Activity: From the records below, transcribe only the lines running from the one with "display:grid; grid-template-columns:128px 96px" through the one with "text-anchor:middle; stroke-width:6; stroke-linejoin:round;". Keep both of those end lines.

Start of Given records

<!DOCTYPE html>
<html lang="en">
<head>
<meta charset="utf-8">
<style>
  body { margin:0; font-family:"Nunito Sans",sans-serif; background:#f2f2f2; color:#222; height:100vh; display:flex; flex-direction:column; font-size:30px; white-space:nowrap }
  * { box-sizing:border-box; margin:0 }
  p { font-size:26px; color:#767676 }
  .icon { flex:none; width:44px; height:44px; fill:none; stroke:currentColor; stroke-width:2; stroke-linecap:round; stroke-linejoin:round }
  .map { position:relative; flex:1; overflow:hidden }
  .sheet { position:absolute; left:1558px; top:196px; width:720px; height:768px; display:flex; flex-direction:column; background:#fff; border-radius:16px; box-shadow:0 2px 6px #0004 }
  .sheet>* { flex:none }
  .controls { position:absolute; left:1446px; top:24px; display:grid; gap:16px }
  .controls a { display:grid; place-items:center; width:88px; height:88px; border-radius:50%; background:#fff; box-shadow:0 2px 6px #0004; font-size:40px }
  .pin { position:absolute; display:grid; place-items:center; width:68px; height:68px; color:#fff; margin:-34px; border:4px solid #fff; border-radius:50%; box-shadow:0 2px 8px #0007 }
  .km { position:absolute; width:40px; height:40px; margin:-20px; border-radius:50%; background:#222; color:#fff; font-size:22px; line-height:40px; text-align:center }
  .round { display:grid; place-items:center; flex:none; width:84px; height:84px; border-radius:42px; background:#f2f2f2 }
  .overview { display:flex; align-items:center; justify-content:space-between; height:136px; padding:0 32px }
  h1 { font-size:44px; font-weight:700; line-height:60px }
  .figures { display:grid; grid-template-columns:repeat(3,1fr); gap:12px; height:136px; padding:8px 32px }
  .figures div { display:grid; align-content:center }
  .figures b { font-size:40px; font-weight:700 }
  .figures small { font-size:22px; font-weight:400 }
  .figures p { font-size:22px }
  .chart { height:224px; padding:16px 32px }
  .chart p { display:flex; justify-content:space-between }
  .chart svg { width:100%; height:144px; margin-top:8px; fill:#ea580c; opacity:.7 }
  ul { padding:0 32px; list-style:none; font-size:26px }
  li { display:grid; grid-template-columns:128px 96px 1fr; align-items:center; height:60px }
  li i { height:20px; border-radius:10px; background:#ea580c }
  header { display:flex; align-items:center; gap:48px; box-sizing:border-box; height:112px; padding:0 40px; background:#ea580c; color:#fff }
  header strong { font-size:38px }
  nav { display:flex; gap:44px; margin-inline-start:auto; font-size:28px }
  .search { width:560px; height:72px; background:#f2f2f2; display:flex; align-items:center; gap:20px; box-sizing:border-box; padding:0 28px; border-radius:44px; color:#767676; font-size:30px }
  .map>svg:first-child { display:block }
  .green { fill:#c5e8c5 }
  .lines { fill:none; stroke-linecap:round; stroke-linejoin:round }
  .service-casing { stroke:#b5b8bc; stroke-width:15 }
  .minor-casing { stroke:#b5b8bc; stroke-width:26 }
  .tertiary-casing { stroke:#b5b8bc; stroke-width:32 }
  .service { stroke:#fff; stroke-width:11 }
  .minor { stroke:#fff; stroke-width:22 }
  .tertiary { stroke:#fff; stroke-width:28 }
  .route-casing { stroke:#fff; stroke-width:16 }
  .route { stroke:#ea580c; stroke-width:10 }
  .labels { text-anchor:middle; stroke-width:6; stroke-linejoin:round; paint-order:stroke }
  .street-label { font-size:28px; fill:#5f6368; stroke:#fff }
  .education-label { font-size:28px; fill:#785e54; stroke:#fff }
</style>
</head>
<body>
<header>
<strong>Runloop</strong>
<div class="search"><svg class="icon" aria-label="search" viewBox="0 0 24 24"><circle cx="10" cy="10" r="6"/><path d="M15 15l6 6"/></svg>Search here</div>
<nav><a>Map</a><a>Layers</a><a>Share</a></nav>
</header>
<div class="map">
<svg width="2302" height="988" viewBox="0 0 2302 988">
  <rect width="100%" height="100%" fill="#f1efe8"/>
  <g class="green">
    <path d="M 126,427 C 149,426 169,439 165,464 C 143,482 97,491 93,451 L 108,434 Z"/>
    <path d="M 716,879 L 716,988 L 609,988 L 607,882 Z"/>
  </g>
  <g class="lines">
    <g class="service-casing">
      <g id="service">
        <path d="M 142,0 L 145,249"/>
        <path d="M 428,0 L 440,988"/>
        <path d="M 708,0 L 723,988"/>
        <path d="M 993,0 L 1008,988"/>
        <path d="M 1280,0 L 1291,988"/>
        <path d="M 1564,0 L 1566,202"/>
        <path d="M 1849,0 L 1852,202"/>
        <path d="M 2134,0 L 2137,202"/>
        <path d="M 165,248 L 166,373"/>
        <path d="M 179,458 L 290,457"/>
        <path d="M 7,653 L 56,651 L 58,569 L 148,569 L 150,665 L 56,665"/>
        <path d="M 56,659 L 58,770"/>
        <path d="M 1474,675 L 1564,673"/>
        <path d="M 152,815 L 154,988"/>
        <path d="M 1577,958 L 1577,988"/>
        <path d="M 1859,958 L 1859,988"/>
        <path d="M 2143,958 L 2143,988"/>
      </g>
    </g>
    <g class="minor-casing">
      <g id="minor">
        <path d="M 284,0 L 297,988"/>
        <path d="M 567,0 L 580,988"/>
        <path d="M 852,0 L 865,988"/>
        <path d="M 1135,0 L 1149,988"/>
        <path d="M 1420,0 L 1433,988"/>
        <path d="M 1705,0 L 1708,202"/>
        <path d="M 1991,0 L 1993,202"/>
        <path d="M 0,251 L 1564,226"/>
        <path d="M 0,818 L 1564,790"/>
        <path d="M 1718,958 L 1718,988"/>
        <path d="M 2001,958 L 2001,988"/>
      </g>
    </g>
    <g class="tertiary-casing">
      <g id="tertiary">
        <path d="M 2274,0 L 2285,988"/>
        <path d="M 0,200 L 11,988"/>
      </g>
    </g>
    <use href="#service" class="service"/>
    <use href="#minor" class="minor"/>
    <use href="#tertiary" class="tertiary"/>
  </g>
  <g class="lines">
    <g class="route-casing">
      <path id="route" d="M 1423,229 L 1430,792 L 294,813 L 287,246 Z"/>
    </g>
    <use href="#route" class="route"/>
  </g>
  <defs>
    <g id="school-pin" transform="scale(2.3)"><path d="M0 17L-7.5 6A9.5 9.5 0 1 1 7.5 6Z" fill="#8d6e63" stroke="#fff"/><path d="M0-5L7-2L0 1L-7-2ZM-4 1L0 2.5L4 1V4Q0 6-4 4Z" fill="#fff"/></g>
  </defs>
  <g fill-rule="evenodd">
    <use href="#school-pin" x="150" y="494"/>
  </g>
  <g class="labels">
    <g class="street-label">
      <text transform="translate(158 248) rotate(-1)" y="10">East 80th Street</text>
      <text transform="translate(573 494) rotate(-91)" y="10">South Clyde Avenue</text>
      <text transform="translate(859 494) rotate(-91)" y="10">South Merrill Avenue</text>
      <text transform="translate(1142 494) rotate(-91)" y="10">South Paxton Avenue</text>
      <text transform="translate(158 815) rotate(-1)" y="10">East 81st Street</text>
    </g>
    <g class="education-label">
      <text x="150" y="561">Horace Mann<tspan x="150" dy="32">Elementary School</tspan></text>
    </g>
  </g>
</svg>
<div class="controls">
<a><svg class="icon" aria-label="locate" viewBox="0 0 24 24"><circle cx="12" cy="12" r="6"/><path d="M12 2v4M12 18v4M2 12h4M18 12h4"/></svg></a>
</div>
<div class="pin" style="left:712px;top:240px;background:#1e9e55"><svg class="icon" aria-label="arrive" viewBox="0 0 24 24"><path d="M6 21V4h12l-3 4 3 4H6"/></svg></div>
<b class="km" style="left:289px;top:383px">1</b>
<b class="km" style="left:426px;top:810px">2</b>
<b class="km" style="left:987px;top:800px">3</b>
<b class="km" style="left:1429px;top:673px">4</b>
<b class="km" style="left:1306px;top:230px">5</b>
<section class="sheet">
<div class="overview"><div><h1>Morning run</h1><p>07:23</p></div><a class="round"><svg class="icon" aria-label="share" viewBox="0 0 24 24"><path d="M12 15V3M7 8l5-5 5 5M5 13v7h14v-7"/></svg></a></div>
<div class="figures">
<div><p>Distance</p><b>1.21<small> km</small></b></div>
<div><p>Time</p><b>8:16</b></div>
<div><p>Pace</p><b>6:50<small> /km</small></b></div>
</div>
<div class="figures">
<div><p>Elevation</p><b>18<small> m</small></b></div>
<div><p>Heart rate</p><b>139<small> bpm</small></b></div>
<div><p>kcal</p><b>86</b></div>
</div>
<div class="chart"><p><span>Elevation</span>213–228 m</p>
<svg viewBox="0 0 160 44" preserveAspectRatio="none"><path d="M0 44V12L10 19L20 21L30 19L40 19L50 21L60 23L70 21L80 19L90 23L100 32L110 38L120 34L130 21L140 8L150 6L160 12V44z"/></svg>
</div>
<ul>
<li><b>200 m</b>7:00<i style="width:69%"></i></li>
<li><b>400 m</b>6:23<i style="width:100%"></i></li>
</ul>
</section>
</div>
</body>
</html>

End of Given records

Output:
  li { display:grid; grid-template-columns:128px 96px 1fr; align-items:center; height:60px }
  li i { height:20px; border-radius:10px; background:#ea580c }
  header { display:flex; align-items:center; gap:48px; box-sizing:border-box; height:112px; padding:0 40px; background:#ea580c; color:#fff }
  header strong { font-size:38px }
  nav { display:flex; gap:44px; margin-inline-start:auto; font-size:28px }
  .search { width:560px; height:72px; background:#f2f2f2; display:flex; align-items:center; gap:20px; box-sizing:border-box; padding:0 28px; border-radius:44px; color:#767676; font-size:30px }
  .map>svg:first-child { display:block }
  .green { fill:#c5e8c5 }
  .lines { fill:none; stroke-linecap:round; stroke-linejoin:round }
  .service-casing { stroke:#b5b8bc; stroke-width:15 }
  .minor-casing { stroke:#b5b8bc; stroke-width:26 }
  .tertiary-casing { stroke:#b5b8bc; stroke-width:32 }
  .service { stroke:#fff; stroke-width:11 }
  .minor { stroke:#fff; stroke-width:22 }
  .tertiary { stroke:#fff; stroke-width:28 }
  .route-casing { stroke:#fff; stroke-width:16 }
  .route { stroke:#ea580c; stroke-width:10 }
  .labels { text-anchor:middle; stroke-width:6; stroke-linejoin:round; paint-order:stroke }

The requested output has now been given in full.